When Bill answered, Max couldn’t resist asking whether
Thea’s mother was busy. Bill, who probably shared Max’s preference that Max
talk to his wife, showed no surprise. “Linda’s out back, elbow deep in mulch.
Do you want her to call you back?”
No, that would be wimping out. “I just wanted you both
to know about something.”
Max didn’t get far before his father-in-law started
cursing. Max persevered, speaking louder than came naturally to be sure he
wasn’t wasting his breath. When he had finally got through a short definition
of misophonia, he waited until the older man ground to a halt and an even more
awkward silence followed.
Bill broke the silence first. “It’s a devil’s bargain
you made.”
Well, he hadn’t exactly made it. But he had, in the end.

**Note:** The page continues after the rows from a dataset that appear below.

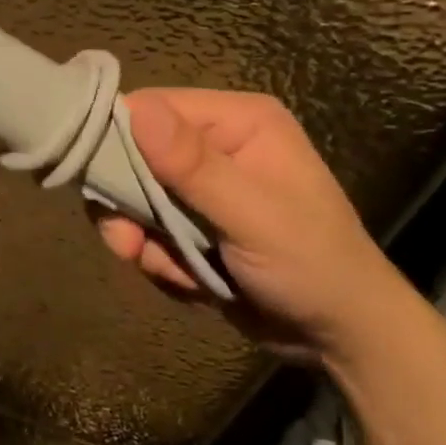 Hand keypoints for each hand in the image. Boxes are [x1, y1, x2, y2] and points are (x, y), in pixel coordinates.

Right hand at [95, 89, 411, 362]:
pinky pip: (149, 229)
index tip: (103, 186)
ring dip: (144, 238)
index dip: (120, 141)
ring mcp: (203, 186)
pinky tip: (190, 280)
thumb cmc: (311, 264)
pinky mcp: (194, 222)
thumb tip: (136, 109)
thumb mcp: (252, 215)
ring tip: (173, 269)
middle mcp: (215, 143)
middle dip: (130, 204)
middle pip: (136, 154)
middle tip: (129, 244)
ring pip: (136, 197)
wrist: (343, 337)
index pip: (153, 107)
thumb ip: (193, 165)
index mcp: (238, 120)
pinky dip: (158, 258) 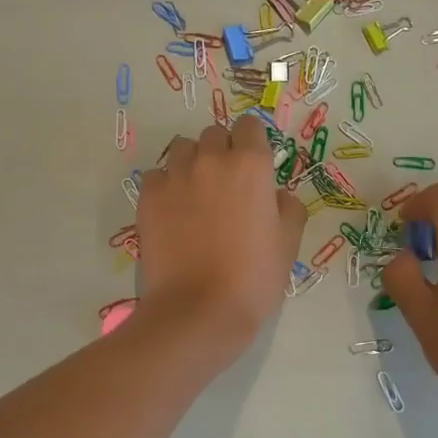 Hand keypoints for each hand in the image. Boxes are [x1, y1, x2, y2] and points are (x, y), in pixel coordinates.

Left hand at [136, 116, 307, 356]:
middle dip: (222, 152)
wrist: (199, 310)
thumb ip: (289, 209)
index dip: (253, 143)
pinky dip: (165, 185)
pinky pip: (156, 175)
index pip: (251, 127)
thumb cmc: (253, 279)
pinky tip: (172, 212)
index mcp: (251, 166)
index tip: (254, 166)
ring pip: (182, 149)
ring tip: (195, 194)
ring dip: (192, 162)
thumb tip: (277, 196)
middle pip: (215, 135)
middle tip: (226, 185)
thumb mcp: (288, 244)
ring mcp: (175, 177)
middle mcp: (212, 160)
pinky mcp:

He’d made the decision. And what did that matter, at least right now?
Bill wasn’t through. “Of course the company’s
pulling this shit. Did you, either of you, really think they’d care about what
she was entitled to know?” He turned his head and appeared to actually spit.
The last thing Max had had the time or
perspective, or much of a reason, to consider that day was what Thea’s parents would think.
Now, he wondered. “If she’d left it to you, made you decide, what would you
have done?”
The power of rage drained away from the
older man and left him diminished, shoulders slumped, his face a decade older
in an instant. “I’d
have cursed the fate that put me in that place. And I’d have danced with the
devil, all the way to hell, to keep anything I could keep of my little girl.”